Rilonacept (Arcalyst ® ).
Rilonacept is a genetically engineered cytokine ‘trap’ that binds IL-1β with very high affinity. With lower affinity, it also binds IL-1α and IL-1Ra. Rilonacept was approved in 2008 for treatment in patients ≥ 12 years old with CAPS. Approval was based on two sequential randomized controlled trials with the same 47 adult patients (44 with FCAS; 3 with MWS): part A consisted of a 6-week placebo-controlled treatment period; this was immediately followed by part B, which began with 9 weeks of patient-blinded active treatment, followed by 9 weeks of placebo-controlled randomized withdrawal. The institution of rilonacept produced a rapid and sustained reduction in patient-reported symptoms (the primary outcome) in the great majority of subjects, while the group withdrawn to placebo experienced a return in symptoms beginning at around 3 weeks. Treatment also normalized serum markers of inflammation, including CRP and serum amyloid protein. Pediatric data were not required with the initial approval, as rilonacept was given an orphan drug designation. Clinical responses were maintained over a subsequent 72-week open-label extension study of 44 subjects from the pivotal trial plus 57 new patients. The additional patients included eight children, age 12 to 17. Two deaths in adult patients were caused by pneumococcal meningitis and coronary artery disease, respectively, but were not considered to be drug related. The most common drug-related adverse event has been injection site reactions. About one quarter of treated patients have been found to develop anti-rilonacept antibodies, usually in low titer. In two patients this was associated with pharmacokinetic changes, but the clinical significance of these findings is not yet apparent. Rilonacept is administered by weekly subcutaneous injections.
Tocilizumab (Actemra ® ).
Tocilizumab is a recombinant humanized monoclonal antibody that binds the soluble and membrane-bound forms of the IL-6 receptor and prevents its interaction with IL-6. It was approved for the treatment of adult rheumatoid arthritis in 2010. An indication for systemic JIA was added in 2011, and for polyarticular JIA in 2013. Supporting data for the SJIA label came from a 12-week randomized, placebo-controlled trial of 112 children ages 2 to 17, in which the tocilizumab-treated patients showed substantially more improvement than the placebo group (e.g. ACR70 of 71% vs 8%). Improvement was maintained over a 40-week open-label extension study. Supporting data for the polyarticular JIA label came from a three-phase study of 188 patients ages 2 to 17. An active 16-week lead-in period resulted in 166 patients achieving an ACR30 and progressing to the 40-week randomized, placebo-controlled withdrawal period with disease flare as a primary outcome measure.
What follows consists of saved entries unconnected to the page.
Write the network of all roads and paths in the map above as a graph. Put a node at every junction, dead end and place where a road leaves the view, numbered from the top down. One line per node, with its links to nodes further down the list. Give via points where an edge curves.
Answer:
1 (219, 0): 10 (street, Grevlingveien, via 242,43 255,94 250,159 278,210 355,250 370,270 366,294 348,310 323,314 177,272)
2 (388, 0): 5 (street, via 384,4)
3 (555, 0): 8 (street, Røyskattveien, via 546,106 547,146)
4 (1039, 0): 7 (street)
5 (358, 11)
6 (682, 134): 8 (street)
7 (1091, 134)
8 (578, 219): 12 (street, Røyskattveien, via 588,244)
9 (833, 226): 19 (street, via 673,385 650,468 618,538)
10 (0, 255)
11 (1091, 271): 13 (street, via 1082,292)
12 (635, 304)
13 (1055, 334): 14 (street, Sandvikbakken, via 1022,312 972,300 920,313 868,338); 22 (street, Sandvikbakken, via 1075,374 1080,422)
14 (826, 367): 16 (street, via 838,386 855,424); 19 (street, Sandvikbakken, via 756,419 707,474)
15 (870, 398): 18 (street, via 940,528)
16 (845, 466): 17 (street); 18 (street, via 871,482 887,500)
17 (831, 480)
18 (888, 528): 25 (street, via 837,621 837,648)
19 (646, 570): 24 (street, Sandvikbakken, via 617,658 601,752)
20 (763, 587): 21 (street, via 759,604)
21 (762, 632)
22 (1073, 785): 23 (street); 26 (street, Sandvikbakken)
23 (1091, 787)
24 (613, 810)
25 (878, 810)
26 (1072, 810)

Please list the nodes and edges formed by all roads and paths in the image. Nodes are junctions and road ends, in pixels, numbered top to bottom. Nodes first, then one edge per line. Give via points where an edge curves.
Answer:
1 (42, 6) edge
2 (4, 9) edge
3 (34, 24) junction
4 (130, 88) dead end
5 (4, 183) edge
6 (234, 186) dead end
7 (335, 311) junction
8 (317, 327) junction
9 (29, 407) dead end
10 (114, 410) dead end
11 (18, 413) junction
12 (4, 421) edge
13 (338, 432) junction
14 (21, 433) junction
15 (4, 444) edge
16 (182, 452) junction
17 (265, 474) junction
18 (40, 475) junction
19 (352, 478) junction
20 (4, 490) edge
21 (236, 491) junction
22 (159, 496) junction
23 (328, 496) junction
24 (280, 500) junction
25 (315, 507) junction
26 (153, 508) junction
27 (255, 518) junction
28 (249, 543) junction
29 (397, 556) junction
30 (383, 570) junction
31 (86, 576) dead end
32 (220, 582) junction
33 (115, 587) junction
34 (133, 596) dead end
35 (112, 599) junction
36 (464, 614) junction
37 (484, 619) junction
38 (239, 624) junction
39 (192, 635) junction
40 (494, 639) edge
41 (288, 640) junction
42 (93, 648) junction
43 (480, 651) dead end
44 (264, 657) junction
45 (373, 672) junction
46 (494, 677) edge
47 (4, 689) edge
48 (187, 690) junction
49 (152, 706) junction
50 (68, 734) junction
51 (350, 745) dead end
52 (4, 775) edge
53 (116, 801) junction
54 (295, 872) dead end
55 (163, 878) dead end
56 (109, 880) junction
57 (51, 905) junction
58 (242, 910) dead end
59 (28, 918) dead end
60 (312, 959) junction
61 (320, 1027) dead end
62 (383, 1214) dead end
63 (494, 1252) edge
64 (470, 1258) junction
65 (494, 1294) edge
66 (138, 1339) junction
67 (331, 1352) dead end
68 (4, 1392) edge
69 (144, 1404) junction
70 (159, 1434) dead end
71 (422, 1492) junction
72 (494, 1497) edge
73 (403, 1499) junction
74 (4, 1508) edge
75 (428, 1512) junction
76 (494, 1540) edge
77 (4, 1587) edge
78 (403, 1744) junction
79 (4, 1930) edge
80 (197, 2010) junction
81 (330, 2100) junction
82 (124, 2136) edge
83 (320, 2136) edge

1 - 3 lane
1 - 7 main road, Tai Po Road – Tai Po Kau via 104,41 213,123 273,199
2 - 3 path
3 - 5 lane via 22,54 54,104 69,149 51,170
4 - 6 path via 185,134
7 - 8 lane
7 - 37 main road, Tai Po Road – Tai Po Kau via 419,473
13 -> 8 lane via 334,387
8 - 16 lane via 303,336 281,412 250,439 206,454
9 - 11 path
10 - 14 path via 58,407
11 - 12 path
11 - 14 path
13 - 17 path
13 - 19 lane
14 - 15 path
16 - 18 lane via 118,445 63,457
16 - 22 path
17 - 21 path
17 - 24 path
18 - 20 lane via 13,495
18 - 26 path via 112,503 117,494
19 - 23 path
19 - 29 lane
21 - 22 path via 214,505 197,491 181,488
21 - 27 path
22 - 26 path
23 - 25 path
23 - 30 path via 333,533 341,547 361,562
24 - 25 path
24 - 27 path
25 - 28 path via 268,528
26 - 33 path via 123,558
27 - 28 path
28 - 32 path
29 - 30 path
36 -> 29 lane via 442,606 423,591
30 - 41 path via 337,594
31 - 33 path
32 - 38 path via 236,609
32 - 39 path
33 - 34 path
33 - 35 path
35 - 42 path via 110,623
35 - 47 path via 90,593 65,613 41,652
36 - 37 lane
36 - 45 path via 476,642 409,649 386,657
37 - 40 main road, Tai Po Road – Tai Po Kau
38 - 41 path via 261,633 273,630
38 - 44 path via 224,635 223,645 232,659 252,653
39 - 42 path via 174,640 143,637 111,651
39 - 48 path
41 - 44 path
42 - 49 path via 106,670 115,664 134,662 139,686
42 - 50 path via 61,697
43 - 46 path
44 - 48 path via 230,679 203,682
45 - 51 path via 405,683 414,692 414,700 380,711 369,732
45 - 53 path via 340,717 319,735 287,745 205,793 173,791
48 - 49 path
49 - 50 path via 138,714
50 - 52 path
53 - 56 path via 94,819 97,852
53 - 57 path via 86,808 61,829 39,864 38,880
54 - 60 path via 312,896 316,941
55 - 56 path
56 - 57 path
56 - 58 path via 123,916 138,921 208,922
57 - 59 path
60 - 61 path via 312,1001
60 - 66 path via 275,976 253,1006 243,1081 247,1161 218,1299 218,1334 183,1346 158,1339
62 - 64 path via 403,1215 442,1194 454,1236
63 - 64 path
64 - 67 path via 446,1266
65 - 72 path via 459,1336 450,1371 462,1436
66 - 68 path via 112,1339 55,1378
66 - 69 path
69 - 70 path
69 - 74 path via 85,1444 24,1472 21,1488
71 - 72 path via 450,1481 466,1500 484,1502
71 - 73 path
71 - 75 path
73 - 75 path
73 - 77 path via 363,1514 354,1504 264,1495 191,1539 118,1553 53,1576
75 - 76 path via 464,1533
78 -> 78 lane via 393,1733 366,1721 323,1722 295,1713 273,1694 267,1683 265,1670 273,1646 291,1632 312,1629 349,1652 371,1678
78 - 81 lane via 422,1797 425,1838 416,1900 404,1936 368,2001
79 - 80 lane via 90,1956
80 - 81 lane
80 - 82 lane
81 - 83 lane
Twenty-six percent of tocilizumab-treated patients experienced a flare, compared to 48% of placebo-treated patients. Responses were maintained over a further 48-week open-label extension. Significant adverse events have included neutropenia, elevated cholesterol and liver function tests, and serious infections. Macrophage activation syndrome was seen in some of the clinical trials, with an overall incidence of one to two per 100 patient years, which was not felt to represent an increased risk. Tocilizumab is administered to children in the intravenous preparation, every 4 weeks for polyarticular JIA and every 2 weeks for systemic JIA.